(Future Turku / source: https://www.turku.fi/blogit/kohti-vuotta-2029/tulevaisuuspaivaa-turusta)
This spring I’m teaching a course on Hope in Future Narratives at the University of Turku. At the background of this course is a sense, undoubtedly familiar to many, that we live in a particularly future-oriented era, in which knowing the future has become something a of a moral imperative, a time in which we are individually and collectively urged to make decisions and take action based largely on future projections.

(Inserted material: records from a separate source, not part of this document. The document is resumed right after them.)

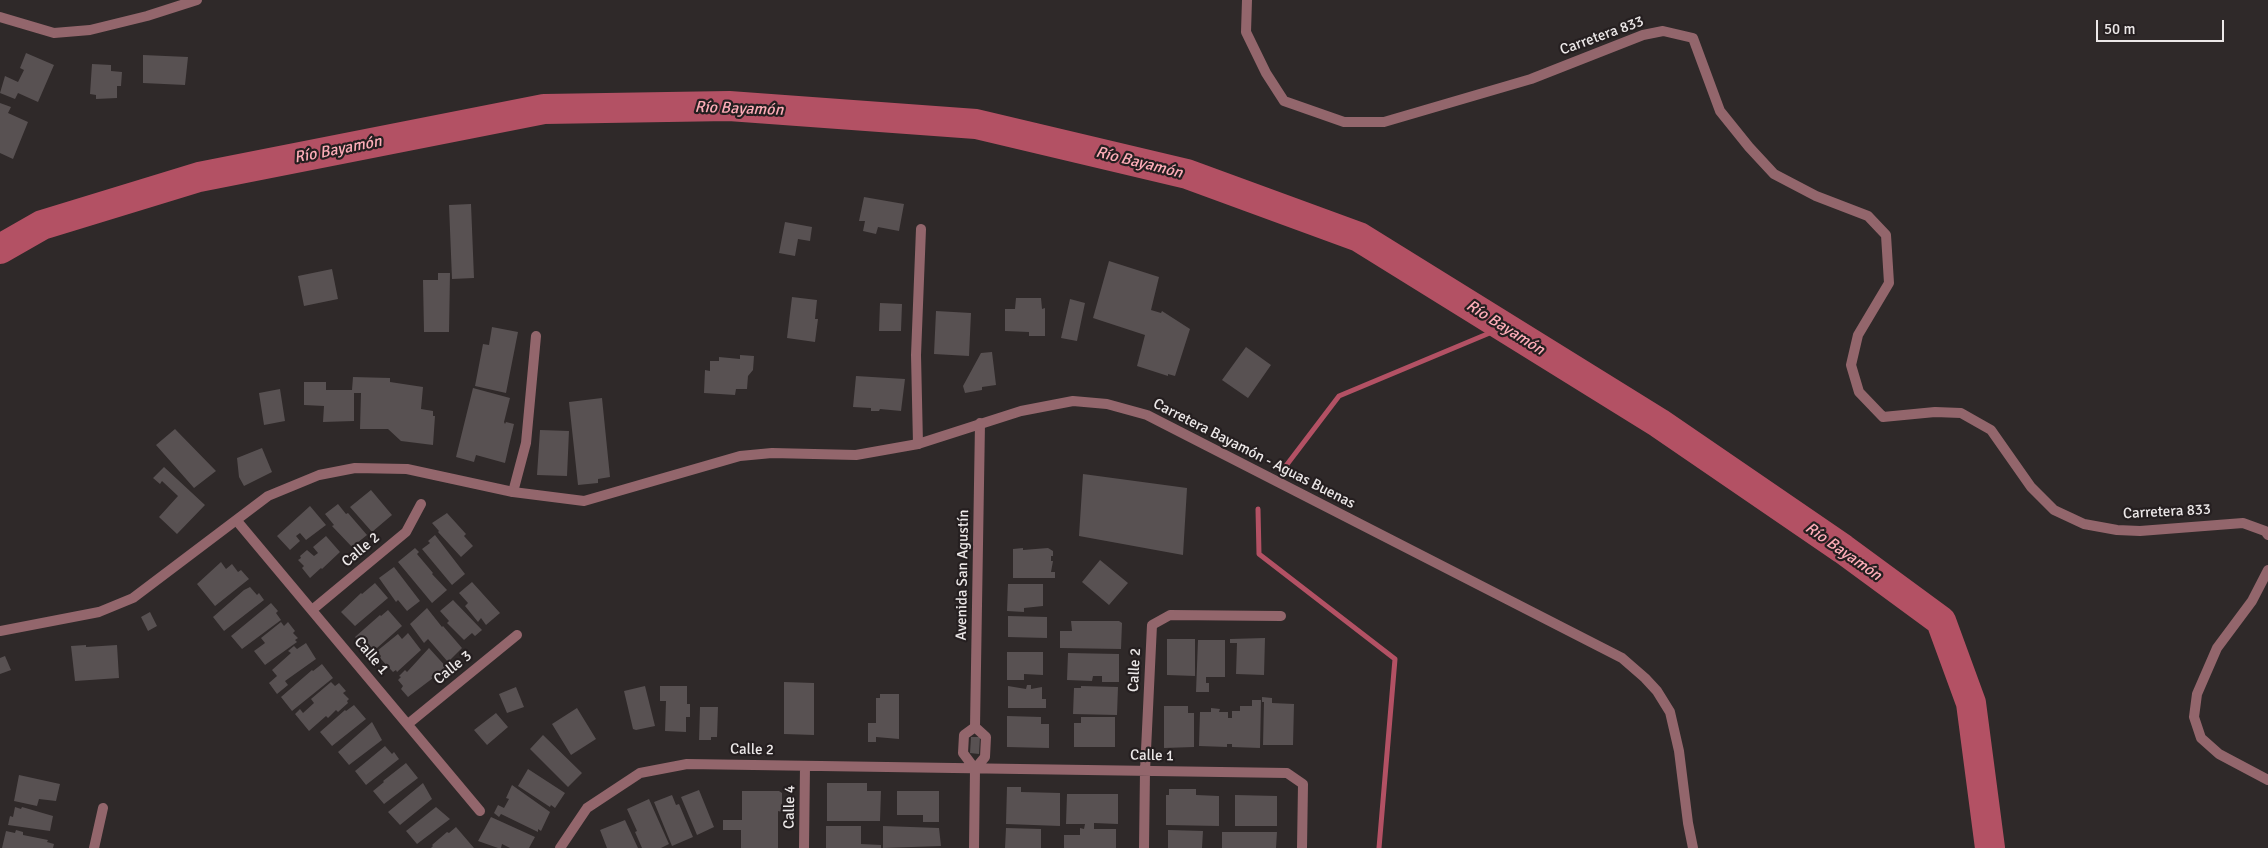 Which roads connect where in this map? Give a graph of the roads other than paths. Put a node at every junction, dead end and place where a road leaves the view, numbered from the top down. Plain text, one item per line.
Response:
1 (198, 0) edge
2 (1246, 0) edge
3 (1, 19) edge
4 (921, 229) dead end
5 (536, 336) dead end
6 (980, 423) junction
7 (918, 444) junction
8 (513, 492) junction
9 (421, 504) dead end
10 (237, 521) junction
11 (2268, 535) edge
12 (2268, 570) edge
13 (312, 610) junction
14 (1281, 616) dead end
15 (0, 631) edge
16 (517, 636) dead end
17 (408, 724) junction
18 (975, 726) junction
19 (805, 766) junction
20 (975, 769) junction
21 (1145, 771) junction
22 (2268, 780) edge
23 (103, 808) dead end
24 (480, 811) dead end
25 (94, 848) edge
26 (560, 848) edge
27 (804, 848) edge
28 (974, 848) edge
29 (1144, 848) edge
30 (1302, 848) edge
31 (1693, 848) edge

1 - 3 street
2 - 11 street, Carretera 833
4 - 7 street
5 - 8 street
6 - 7 street, Carretera Bayamón - Aguas Buenas
6 - 18 street, Avenida San Agustín
6 - 31 street, Carretera Bayamón - Aguas Buenas
7 - 8 street, Carretera Bayamón - Aguas Buenas
8 - 10 street, Carretera Bayamón - Aguas Buenas
9 - 13 street, Calle 2
10 - 13 street, Calle 1
10 - 15 street, Carretera Bayamón - Aguas Buenas
12 - 22 street
13 - 17 street, Calle 1
14 - 21 street, Calle 2
16 - 17 street, Calle 3
17 - 24 street, Calle 1
18 - 20 street, Avenida San Agustín
18 - 20 street, Avenida San Agustín
19 - 20 street, Calle 2
19 - 26 street, Calle 2
19 - 27 street, Calle 4
20 - 21 street, Calle 1
20 - 28 street, Avenida San Agustín
21 - 29 street, Calle 2
21 - 30 street, Calle 1
23 - 25 street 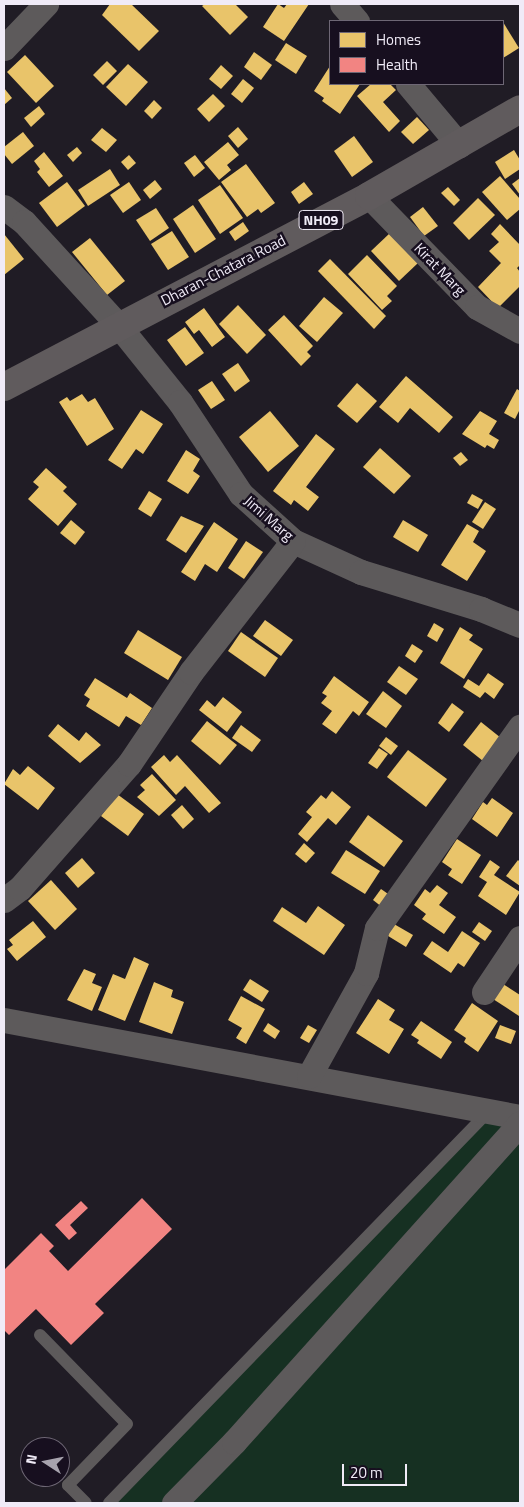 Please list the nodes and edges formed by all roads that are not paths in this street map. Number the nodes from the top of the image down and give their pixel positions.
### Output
1 (46, 4) edge
2 (342, 4) edge
3 (356, 20) edge
4 (4, 48) edge
5 (409, 85) edge
6 (520, 109) edge
7 (459, 145) junction
8 (369, 196) junction
9 (4, 207) edge
10 (118, 325) junction
11 (520, 331) edge
12 (4, 387) edge
13 (293, 541) junction
14 (520, 625) edge
15 (520, 726) edge
16 (4, 900) edge
17 (520, 938) edge
18 (484, 992) dead end
19 (4, 1020) edge
20 (308, 1076) junction
21 (488, 1112) junction
22 (520, 1117) edge
23 (520, 1123) edge
24 (40, 1335) dead end
25 (86, 1503) edge
26 (110, 1503) edge
27 (174, 1503) edge

1 - 4 street
2 - 3 street
5 - 7 street
6 - 7 main road, Dharan-Chatara Road / NH09
7 - 8 main road, Dharan-Chatara Road / NH09
8 - 10 main road, Dharan-Chatara Road / NH09
8 - 11 street, Kirat Marg
9 - 10 street, Jimi Marg
10 - 12 main road, Dharan-Chatara Road / NH09
10 - 13 street, Jimi Marg
13 - 14 street, Jimi Marg
13 - 16 street
15 - 20 street
17 - 18 street
19 - 20 street
20 - 21 street
21 - 22 street
21 - 26 lane
23 - 27 street
24 - 25 lane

At the same time, many of the future visions were are confronted with – in media, policy texts, literature, and everyday modes of storytelling – are distinctly pessimistic, to the extent that their gloominess may impact on our sense of possible agency. Hence, a.o. recent calls for more “hopeful” visions of the future, or for the examinations of seed of hopefulness in the way current media and other narratives project possible worlds.
The aim of my course is to examine questions of hope and agency in literary (and other) narratives that are set in future or alternative storyworlds. How are such storyworlds structured? What rhetoric and narrative structures are put into play to convey hope, agency, or trajectories towards desirable or possible alternative futures?
As our opening discussions during the first lecture made clear, the subject of the course resonated with a number of students, with environmental anxiety one obvious point of reference, but also a more broadly felt sense of the need to be able to discuss and project possible alternative worlds.
Below, the readings for the course – all thoughts more than welcome!
Hope in Future Literature – From Golden Age Utopias to Contemporary Climate Fiction
[Toivoa tulevaisuudesta. Kaunokirjalliset tulevaisuusvisiot utopian kultakaudesta ilmastofiktioon]
University of Turku, Finland / Comparative Literature / Spring 2020 / lieven.ameel [a] utu.fi
- Leena Krohn 1985: Tainaron. 1st letter
- Edward Bellamy 1888: Looking Backward: 2000–1887.
- H. Auden. 1939. “In memory of W.B. Yeats.”
- Edwin Morgan. 1965. “In Sobieski’s Shield.”
- Oyvind Rimbereid. 2004. “Solaris korrigert” / “Solaris corrected”.
- Colson Whitehead 1999: The Intuitionist.
- Emily St. John Mandel 2014: Station Eleven.
- EVAN global scenarios / Juha Itkonen 2009: Pelin henki.
- Turku City Master Plan 2029.
- Lubomir Dolezel 1998. Heterocosmica . Fiction and Possible Worlds. Johns Hopkins UP, 113-132.
- Caroline Edwards 2019. Utopia and the Contemporary British Novel. Cambridge: Cambridge University Press. pp. 16-25; pp. 35-49
- Ernst Bloch: ”Introduction.” The Principle of Hope.
- Richard Gunn 1987: ”Ernst Bloch’s The Principle of Hope.” The Edinburgh Review pp. 1-5.
- Pirjo Lyytikäinen: “Modernin allegorian A ja O.” Joutsen / Svanen 2014. pp. 13-21.
- Gifford, Terry. 2014. “Pastoral, Anti-Pastoral, and Post-Pastoral.”
- Barbara Adam and Chris Groves 2009. Future matters: action, knowledge, ethics. Brill. pp. 13-15, 25-38.
- Ameel, Lieven. 2016. “Cities Utopian, Dystopian and Apocalyptic.” In Tambling, Jeremy (ed.): Palgrave Handbook of Literature and the City. London: Palgrave, 2016, 785-80.
- Lilley, Deborah. ”Pastoral.” In Robert Eaglestone and Daniel O’Gorman (eds.): Routledge Companion to Twenty-First Century Literary Fiction. London: Routledge, 2019.
- Wendell Bell 2003. Foundations of Futures Studies. London: Routledge.
Thanks to all the feedback I received from colleagues when I asked for future stories of hope – thanks, in particular, to Brian McAllister for suggesting Morgan’s “In Sobieski’s Shield”, to Anne-Marie Evans for reminding me of Station Eleven, and to Caroline Edwards for getting me inspired about the possibility of a utopian method of reading!